The contents of different components of desorbed gas changed significantly throughout the entire desorption experiment. Most obviously, the content of methane decreased over time, while the heavy hydrocarbon gases (e.g., ethane and propane) increased, which led to a decrease in the volume ratio of methane to all gases (gas dryness) (Tables 2 and 3). The observed facts described above indicate that molecules with smaller diameter (e.g., methane) are easier to be desorbed from the shale samples(Fig. 3). In contrast, desorption of heavy hydrocarbon gases (e.g., ethane), which have larger molecule diameters, are more difficult (Fig. 3).
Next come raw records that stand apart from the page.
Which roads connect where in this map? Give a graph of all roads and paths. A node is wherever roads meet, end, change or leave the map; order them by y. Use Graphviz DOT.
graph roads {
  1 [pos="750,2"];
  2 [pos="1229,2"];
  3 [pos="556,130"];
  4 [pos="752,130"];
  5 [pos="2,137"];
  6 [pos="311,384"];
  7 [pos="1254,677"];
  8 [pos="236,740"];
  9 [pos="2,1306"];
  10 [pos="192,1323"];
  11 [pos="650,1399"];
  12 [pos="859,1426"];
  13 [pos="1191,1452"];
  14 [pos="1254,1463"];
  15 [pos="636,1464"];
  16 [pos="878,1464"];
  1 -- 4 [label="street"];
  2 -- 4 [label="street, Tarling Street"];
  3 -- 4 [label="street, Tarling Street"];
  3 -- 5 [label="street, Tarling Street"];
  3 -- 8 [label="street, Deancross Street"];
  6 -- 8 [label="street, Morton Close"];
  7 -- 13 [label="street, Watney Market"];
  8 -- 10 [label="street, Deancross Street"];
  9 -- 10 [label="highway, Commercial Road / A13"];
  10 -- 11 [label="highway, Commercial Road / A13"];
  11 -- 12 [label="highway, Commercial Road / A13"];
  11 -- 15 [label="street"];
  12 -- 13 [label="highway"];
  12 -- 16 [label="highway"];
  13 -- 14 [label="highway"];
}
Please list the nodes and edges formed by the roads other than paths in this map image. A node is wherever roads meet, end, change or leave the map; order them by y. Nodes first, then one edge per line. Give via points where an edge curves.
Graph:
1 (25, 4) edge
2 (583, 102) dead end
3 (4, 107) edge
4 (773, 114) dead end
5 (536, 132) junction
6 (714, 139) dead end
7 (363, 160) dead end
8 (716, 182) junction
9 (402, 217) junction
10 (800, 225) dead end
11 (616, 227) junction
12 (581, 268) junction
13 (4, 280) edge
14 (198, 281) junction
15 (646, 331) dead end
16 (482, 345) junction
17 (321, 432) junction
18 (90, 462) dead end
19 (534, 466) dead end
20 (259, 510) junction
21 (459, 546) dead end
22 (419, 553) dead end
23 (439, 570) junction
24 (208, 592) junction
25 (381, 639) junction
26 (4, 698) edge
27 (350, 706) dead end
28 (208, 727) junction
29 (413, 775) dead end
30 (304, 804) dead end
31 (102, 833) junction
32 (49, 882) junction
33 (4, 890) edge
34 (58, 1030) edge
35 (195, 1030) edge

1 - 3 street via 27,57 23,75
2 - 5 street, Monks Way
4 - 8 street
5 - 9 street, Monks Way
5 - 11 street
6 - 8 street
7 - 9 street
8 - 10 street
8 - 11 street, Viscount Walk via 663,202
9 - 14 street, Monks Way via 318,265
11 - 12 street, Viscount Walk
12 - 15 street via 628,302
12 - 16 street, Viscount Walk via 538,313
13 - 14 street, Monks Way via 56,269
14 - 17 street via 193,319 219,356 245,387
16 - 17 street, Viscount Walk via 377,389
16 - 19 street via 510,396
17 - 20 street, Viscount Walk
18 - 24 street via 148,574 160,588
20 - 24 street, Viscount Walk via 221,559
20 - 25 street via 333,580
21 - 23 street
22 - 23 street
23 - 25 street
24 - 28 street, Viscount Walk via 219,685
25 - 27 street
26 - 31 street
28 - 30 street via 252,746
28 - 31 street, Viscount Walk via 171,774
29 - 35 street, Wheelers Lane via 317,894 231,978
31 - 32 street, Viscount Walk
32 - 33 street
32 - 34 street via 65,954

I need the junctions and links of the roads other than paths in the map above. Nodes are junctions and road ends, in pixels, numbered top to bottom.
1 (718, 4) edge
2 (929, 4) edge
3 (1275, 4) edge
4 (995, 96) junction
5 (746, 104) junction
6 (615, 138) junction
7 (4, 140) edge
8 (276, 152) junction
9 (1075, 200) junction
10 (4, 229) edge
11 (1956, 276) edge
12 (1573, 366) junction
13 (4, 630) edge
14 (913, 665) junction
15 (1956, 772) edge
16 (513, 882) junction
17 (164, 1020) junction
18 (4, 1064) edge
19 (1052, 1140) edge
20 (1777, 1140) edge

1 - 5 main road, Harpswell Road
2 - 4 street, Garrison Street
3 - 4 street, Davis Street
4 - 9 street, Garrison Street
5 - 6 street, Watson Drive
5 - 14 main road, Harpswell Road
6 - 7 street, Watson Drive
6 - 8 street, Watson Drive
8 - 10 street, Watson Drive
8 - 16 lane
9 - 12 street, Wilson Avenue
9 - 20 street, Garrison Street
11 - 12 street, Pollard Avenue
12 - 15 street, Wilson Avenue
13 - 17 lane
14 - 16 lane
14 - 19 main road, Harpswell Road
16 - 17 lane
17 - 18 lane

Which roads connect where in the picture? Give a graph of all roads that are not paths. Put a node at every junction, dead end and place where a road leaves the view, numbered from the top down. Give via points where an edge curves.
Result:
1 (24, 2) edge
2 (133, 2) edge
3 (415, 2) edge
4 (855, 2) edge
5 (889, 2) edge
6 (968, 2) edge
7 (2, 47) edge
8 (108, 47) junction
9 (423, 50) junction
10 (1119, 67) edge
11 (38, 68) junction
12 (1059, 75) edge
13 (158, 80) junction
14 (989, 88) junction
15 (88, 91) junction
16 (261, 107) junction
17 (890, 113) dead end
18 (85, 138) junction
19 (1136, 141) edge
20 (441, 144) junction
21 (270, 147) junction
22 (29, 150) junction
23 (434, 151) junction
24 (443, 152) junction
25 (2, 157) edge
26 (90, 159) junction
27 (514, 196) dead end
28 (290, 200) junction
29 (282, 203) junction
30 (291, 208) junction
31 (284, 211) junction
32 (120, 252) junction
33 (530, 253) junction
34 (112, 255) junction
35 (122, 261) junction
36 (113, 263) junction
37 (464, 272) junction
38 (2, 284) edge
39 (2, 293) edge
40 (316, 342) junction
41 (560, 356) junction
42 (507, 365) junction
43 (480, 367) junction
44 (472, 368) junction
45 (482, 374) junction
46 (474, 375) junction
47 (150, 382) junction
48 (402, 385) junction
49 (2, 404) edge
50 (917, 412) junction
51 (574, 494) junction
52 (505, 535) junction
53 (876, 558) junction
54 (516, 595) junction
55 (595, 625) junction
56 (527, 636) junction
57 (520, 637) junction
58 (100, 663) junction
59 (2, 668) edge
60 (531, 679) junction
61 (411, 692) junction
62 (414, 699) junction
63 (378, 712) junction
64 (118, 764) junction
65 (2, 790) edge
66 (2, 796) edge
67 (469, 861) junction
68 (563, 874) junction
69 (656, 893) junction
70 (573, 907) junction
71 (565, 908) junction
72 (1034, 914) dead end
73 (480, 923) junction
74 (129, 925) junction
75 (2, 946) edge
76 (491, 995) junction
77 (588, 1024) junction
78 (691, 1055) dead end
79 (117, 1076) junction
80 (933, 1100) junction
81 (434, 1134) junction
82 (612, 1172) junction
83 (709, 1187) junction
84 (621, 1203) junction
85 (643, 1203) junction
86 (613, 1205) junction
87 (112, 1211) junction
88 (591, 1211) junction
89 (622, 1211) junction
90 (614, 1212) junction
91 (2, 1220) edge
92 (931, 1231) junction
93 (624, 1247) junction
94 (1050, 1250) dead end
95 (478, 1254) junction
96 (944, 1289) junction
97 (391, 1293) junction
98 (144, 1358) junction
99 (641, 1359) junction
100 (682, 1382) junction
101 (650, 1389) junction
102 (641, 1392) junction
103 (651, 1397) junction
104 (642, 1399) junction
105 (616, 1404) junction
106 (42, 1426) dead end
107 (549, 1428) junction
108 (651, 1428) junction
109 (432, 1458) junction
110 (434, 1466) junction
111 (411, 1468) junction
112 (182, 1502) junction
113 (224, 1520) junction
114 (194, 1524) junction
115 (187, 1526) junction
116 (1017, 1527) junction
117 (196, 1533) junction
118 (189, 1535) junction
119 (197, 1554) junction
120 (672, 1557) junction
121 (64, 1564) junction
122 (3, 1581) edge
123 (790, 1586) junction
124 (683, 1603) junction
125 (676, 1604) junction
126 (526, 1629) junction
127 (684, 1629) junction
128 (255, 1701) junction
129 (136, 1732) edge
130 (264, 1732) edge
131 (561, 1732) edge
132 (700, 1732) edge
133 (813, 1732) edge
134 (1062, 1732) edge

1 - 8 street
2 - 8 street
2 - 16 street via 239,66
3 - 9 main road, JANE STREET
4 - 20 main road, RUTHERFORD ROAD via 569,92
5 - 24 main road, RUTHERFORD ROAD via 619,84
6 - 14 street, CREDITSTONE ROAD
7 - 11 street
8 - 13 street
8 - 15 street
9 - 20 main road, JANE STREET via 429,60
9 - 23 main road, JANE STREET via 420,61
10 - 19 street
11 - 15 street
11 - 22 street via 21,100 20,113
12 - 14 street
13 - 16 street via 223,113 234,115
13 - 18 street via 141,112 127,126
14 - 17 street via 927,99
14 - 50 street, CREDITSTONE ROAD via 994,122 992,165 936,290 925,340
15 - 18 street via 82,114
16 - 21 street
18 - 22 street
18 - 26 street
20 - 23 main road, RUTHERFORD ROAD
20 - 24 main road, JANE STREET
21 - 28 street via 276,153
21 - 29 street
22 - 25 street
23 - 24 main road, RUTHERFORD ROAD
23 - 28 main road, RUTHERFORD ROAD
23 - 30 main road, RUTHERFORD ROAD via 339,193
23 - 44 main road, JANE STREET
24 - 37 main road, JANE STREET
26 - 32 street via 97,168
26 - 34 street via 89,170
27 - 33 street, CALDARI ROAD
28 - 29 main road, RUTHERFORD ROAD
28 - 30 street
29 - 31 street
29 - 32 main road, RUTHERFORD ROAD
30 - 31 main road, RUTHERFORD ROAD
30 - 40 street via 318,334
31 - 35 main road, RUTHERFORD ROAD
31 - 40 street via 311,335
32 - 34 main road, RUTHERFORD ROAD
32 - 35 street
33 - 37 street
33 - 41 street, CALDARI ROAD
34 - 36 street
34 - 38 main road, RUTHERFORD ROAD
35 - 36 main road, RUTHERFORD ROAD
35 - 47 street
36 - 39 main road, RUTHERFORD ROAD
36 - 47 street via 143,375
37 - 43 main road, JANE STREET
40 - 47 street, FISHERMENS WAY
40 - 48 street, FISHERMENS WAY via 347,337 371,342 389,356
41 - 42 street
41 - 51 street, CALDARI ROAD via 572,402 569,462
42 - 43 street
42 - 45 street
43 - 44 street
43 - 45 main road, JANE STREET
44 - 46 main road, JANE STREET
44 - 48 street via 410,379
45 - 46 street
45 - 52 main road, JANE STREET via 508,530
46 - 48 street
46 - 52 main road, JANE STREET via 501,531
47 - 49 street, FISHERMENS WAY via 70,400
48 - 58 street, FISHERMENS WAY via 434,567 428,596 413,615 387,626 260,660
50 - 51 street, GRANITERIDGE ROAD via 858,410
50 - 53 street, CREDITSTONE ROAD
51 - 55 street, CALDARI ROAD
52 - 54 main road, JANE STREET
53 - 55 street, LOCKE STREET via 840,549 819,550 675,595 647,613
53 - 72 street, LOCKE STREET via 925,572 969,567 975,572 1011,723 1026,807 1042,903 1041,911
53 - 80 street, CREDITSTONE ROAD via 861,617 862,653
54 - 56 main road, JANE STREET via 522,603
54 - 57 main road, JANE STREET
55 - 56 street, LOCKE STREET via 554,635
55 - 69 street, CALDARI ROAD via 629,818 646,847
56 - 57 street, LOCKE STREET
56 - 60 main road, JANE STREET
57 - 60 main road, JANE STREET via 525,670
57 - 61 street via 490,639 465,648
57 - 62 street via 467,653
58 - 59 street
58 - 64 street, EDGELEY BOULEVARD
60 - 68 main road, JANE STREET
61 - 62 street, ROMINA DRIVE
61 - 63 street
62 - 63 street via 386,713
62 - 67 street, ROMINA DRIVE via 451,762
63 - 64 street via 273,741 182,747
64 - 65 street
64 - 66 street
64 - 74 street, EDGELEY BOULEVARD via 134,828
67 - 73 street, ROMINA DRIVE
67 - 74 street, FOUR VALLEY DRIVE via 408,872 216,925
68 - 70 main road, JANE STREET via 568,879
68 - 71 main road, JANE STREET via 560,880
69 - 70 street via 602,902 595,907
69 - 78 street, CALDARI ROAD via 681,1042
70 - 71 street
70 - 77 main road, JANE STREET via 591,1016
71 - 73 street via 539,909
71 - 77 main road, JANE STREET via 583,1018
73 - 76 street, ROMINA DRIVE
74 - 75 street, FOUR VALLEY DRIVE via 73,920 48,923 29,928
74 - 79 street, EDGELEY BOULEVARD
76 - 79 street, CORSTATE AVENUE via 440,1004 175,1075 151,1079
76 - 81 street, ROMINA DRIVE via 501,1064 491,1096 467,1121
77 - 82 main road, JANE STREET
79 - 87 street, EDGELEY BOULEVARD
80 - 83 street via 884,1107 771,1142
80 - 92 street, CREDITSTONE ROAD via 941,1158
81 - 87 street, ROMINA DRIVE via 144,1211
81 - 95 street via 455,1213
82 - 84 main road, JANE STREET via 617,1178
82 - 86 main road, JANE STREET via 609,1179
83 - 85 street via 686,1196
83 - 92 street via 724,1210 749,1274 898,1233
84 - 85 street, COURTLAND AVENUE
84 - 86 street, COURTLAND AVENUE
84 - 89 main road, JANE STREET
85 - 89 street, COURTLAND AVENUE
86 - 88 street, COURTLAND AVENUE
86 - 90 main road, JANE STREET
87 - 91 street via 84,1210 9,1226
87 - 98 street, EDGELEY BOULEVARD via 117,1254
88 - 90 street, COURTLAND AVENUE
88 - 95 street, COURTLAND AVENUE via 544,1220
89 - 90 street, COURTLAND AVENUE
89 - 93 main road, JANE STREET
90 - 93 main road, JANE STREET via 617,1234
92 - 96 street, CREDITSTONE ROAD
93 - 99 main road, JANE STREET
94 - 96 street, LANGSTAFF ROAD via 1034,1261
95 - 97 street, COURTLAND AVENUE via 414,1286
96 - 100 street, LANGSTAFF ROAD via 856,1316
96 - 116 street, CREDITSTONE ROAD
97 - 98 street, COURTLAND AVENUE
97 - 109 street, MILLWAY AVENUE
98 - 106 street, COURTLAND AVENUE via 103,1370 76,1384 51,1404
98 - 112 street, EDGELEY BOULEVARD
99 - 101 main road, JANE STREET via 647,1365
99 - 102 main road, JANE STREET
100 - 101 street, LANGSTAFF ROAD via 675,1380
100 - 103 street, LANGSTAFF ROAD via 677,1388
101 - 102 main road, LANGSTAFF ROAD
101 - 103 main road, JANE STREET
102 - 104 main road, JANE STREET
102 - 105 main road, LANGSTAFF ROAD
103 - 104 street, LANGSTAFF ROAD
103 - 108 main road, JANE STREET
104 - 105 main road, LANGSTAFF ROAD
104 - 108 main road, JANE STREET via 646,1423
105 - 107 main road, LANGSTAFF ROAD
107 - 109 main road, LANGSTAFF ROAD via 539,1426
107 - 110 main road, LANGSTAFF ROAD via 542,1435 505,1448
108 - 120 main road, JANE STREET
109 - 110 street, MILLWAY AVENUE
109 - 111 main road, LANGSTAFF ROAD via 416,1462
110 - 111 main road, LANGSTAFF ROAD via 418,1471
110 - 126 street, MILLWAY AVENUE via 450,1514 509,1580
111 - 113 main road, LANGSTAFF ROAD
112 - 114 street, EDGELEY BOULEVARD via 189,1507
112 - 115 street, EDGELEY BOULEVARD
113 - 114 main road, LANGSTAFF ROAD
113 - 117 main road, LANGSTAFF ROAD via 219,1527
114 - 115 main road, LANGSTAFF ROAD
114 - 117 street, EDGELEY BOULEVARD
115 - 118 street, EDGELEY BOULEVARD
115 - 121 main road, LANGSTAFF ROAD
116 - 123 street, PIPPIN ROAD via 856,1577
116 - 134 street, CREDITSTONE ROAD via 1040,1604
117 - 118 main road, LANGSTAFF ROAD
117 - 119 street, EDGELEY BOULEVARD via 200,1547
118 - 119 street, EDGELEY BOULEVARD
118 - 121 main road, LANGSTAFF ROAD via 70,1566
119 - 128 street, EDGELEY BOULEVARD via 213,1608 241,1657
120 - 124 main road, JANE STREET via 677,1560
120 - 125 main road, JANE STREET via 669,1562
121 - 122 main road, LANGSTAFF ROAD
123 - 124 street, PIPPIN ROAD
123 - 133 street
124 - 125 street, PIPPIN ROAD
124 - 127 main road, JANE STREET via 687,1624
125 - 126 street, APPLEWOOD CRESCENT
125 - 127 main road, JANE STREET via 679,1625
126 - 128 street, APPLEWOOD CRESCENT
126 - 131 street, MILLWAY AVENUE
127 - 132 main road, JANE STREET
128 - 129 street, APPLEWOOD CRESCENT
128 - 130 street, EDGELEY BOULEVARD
Figure 3 Plots of the proportion of volumes for CH4, C2H6 and C3H8 to the total gas volume overtime during the desorption experiment
Figure 3

Plots of the proportion of volumes for CH4, C2H6 and C3H8 to the total gas volume overtime during the desorption experiment

The carbon isotope ratios of different gas components also changed during the desorption process. For example, methane became significantly heavier overtime, with the carbon isotope ratio (δ13C1) increasing from -51.6%ffl to -33.9%ffl (Table 3). Carbon isotope ratios for samples F, G and H reached -33.9%ffl, -36.0%ffl and -34.0%ffl at 90°C (Table 3), respectively, which are very heavy. This is probably due to the selective adsorption characteristic of shale. Shale has a stronger adsorption capacity to 13C-methane than 12C-methane. Similar characteristic has been widely tested and verified in coal-bed methane studies [20]. In contrast, heavy hydrocarbon gases such as ethane, propane and propane have shown only a slight trend of getting heavier through the desorption process. This trend became ambiguous and negligible at the later stage of the desorption experiment, which indicates that isotopic composition has no distinctive impact on the shale’s desorption capacity of heavy hydrocarbon gases. Carbon isotopic compositions for carbon dioxide did not change much during the experiment and showed no obvious trend (Table 2). H sample, as the only one that has been weighed, is the heaviest and weighs 0.34 kg (Table 3). The content of desorbed gas is calculated to be 3.89 m3 per ton of shale, using the volume of the desorbed gas from the experiment divided by it weight. The value is relatively higher than that of 1.17-3.68m3 per ton of shale, whichwere reported by Wang et al. (2014) based on six samples from the same formation but different wells [9].

3 Geological Significance

3.1 Gas adsorption capacity of shale

During the desorption experiments, the volumetric proportions of N2 and CH4 to the overall desorbed gas decreased overtime, with the former faster than the later. In contrast, the volumetric proportion increased for CO2 (Table 2 and Fig. 4). The experiment results indicate that desorption capability of the Yanchang Formation shale for individual gas components follows the sequence of N2>CH4>CO2.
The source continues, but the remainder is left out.